_Task to carry out_
Lines to return, exactly: from the line with "pinky mcp: (642, 912)" to the line with "index mcp: (1070, 865)" in the entries below, both included.

(Images with bounding boxes)
------------------------

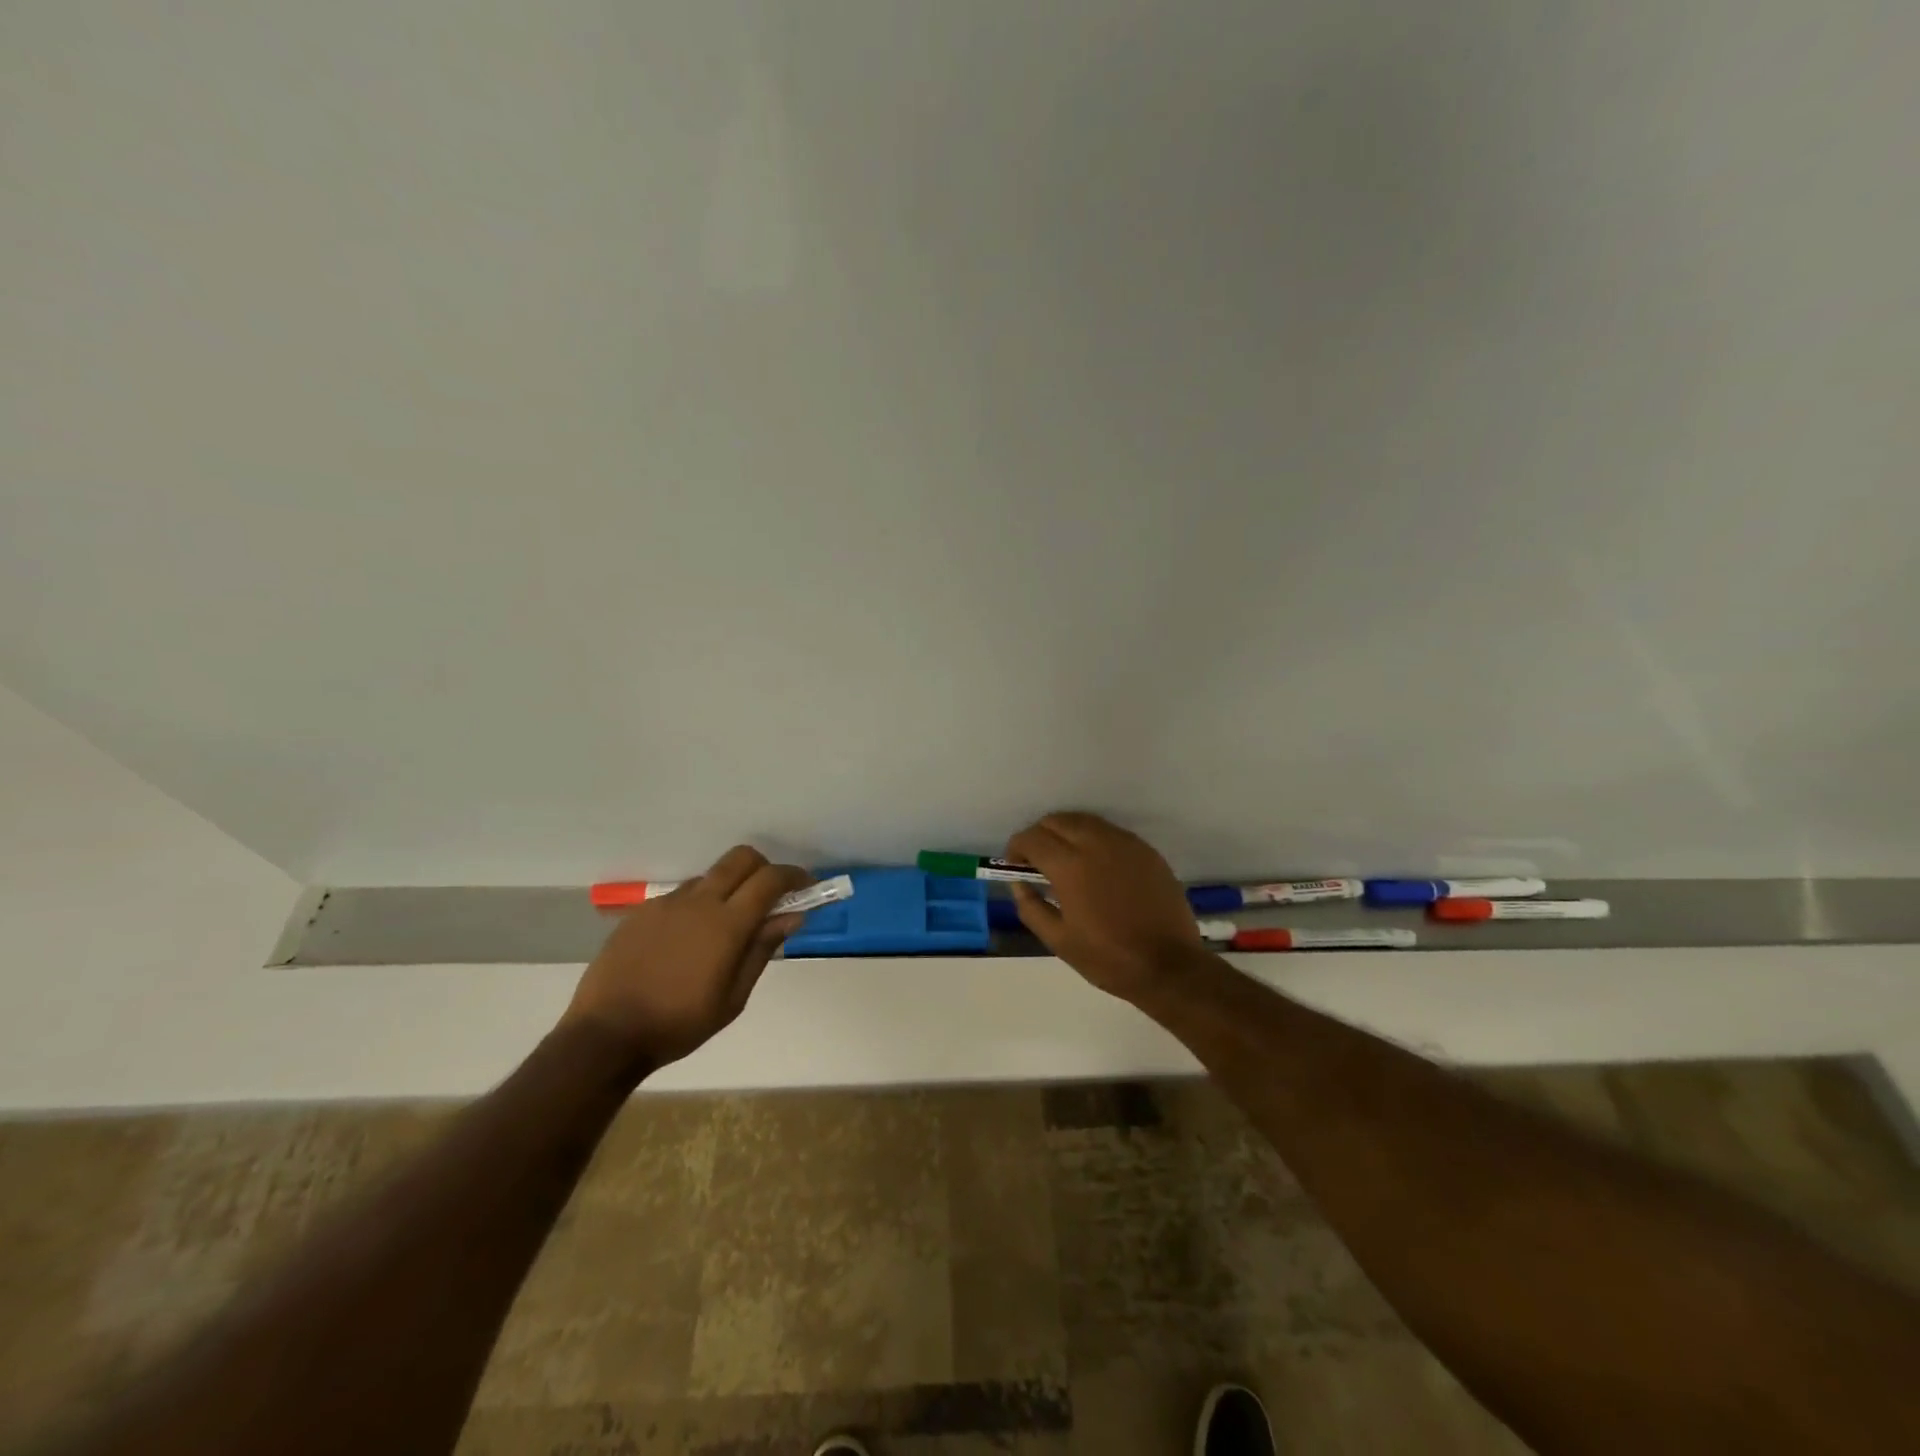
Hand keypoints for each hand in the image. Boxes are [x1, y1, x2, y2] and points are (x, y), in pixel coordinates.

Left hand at [563, 846, 811, 1066]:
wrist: (605, 1035)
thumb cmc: (679, 1024)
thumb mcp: (733, 998)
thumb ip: (762, 950)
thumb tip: (791, 917)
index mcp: (726, 924)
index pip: (770, 879)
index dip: (794, 877)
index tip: (807, 887)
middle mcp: (699, 901)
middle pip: (741, 858)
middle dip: (764, 868)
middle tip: (771, 896)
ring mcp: (667, 903)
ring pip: (710, 876)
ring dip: (729, 888)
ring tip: (726, 927)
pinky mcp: (642, 912)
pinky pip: (681, 896)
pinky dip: (698, 905)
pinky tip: (689, 941)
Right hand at [1005, 812, 1207, 1002]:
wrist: (1170, 966)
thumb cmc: (1108, 958)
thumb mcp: (1058, 940)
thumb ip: (1031, 906)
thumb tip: (1018, 883)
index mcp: (1070, 865)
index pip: (1031, 838)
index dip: (1016, 849)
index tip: (1015, 866)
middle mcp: (1096, 843)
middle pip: (1056, 821)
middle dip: (1040, 836)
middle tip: (1038, 863)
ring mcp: (1125, 843)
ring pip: (1084, 821)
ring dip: (1066, 833)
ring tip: (1066, 861)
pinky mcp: (1146, 850)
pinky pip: (1110, 832)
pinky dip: (1093, 839)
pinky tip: (1097, 866)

------------------------

_Task response_
pinky mcp: (642, 912)
pinky pip: (681, 896)
pinky dip: (698, 905)
pinky tip: (689, 941)
Right hand at [1005, 812, 1207, 1002]:
wrist: (1170, 966)
thumb cmc: (1108, 958)
thumb mcp: (1058, 940)
thumb ip: (1031, 906)
thumb tip: (1018, 883)
index mcp: (1070, 865)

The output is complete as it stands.